[Instructions for the task]:
Count how many lines below contain the word "absolute", then give that number alone.

[Exercise inputs]:
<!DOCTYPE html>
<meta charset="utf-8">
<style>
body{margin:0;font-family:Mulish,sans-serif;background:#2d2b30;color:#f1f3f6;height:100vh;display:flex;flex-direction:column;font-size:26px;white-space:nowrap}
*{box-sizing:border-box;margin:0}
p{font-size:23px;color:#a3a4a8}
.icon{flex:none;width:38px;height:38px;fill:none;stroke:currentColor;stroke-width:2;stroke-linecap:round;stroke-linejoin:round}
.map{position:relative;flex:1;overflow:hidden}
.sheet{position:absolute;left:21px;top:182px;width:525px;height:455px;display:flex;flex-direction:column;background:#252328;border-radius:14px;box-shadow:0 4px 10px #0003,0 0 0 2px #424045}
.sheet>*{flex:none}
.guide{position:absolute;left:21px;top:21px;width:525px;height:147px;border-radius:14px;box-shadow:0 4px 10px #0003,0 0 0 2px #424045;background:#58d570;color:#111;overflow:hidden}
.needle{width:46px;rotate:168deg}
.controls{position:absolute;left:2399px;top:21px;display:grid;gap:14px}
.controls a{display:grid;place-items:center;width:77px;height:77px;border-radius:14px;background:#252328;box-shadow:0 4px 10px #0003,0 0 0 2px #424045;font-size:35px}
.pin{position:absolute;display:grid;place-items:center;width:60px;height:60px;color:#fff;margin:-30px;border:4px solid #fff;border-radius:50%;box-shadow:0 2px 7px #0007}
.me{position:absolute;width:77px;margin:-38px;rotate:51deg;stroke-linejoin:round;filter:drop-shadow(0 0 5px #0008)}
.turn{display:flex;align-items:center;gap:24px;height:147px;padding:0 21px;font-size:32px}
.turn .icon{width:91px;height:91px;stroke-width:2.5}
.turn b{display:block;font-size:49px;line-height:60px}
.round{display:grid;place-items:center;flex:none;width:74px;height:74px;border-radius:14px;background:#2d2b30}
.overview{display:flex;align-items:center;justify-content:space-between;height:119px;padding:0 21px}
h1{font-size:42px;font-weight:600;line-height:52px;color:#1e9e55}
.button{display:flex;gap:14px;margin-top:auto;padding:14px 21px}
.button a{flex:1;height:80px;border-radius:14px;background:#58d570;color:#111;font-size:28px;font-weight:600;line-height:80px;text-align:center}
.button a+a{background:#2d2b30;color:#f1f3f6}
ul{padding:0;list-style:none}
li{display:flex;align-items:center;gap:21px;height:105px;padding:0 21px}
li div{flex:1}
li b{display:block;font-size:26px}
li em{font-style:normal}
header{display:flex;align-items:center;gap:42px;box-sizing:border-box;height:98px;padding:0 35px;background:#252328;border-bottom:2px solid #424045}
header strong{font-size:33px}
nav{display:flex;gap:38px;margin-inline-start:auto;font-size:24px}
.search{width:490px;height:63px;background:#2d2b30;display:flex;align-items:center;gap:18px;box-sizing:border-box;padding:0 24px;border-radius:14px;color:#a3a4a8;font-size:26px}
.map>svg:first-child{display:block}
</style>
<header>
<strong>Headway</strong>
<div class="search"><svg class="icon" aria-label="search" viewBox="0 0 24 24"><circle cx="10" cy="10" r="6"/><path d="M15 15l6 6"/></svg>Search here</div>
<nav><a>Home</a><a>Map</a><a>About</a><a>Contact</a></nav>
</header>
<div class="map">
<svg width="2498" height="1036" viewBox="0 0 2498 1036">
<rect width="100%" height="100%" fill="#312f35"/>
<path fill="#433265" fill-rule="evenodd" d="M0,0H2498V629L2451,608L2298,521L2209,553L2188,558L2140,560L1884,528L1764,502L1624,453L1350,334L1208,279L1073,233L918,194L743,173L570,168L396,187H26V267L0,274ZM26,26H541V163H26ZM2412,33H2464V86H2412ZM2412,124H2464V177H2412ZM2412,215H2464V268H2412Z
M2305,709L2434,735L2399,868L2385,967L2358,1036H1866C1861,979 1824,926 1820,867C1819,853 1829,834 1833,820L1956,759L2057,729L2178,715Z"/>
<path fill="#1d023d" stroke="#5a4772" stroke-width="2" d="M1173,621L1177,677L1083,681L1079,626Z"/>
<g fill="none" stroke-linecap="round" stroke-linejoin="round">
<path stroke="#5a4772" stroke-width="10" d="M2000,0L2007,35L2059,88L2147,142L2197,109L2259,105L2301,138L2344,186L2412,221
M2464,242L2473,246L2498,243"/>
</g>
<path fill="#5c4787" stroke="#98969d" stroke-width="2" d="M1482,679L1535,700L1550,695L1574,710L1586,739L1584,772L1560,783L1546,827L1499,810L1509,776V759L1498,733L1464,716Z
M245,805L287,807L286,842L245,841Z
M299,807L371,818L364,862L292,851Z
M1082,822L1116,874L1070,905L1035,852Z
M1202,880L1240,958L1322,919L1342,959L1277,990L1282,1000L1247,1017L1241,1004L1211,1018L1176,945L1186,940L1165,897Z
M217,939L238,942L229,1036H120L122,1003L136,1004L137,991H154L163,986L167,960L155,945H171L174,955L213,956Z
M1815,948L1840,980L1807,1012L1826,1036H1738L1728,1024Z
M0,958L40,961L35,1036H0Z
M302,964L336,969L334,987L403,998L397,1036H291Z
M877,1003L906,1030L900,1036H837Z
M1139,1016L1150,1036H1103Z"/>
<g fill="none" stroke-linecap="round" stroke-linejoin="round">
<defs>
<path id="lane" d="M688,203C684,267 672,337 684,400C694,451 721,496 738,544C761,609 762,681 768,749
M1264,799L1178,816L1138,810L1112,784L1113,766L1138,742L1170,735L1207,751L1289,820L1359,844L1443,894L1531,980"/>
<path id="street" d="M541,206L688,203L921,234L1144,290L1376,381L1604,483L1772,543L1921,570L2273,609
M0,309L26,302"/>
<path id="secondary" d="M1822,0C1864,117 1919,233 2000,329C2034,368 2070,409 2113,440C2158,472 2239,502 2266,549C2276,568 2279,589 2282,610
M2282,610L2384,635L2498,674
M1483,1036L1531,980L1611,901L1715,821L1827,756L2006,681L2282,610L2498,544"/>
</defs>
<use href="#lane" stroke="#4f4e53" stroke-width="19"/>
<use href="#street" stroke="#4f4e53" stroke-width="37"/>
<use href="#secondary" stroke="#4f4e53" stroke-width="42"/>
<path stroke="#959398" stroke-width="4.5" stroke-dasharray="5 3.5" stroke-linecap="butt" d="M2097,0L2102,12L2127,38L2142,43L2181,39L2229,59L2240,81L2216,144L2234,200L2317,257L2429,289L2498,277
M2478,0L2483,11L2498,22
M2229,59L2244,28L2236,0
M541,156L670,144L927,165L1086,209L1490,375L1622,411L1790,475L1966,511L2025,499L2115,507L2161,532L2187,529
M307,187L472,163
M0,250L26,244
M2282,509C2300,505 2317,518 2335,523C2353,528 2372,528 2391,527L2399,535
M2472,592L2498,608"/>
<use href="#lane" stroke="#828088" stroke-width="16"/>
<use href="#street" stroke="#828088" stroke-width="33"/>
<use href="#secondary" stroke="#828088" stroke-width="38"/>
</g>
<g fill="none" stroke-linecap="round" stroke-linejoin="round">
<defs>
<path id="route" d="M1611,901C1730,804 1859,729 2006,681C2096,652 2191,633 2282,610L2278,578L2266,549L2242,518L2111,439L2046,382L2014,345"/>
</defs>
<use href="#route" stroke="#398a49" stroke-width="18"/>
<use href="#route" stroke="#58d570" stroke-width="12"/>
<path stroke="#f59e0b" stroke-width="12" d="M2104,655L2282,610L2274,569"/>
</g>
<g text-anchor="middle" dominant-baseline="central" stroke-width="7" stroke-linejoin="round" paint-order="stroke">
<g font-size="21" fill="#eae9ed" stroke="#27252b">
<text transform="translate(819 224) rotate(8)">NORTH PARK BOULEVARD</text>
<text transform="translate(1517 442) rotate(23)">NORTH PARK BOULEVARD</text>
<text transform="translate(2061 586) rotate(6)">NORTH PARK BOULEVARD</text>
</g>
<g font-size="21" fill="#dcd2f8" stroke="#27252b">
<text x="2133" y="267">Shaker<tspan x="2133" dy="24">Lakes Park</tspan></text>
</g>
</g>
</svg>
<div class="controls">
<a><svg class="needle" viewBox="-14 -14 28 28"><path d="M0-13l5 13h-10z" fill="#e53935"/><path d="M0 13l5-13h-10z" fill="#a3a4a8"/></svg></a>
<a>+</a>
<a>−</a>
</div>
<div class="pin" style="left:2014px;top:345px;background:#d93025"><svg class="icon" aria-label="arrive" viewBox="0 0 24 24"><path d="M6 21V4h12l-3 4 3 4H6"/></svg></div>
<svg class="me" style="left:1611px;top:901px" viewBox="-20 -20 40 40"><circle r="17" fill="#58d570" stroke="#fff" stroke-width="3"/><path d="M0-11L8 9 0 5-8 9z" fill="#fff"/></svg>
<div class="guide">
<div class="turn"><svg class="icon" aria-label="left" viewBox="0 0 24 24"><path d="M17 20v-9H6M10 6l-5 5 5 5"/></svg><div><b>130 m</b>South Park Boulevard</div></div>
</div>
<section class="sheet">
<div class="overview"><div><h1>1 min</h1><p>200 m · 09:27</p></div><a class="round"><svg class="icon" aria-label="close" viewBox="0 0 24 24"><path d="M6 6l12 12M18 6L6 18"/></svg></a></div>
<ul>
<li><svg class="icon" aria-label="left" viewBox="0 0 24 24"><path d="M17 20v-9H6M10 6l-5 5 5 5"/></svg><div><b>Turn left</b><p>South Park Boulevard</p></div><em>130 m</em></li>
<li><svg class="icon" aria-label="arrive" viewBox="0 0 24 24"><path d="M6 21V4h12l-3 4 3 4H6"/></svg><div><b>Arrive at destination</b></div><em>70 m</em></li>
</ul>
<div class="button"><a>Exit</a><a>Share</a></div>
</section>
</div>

[Task result]:
5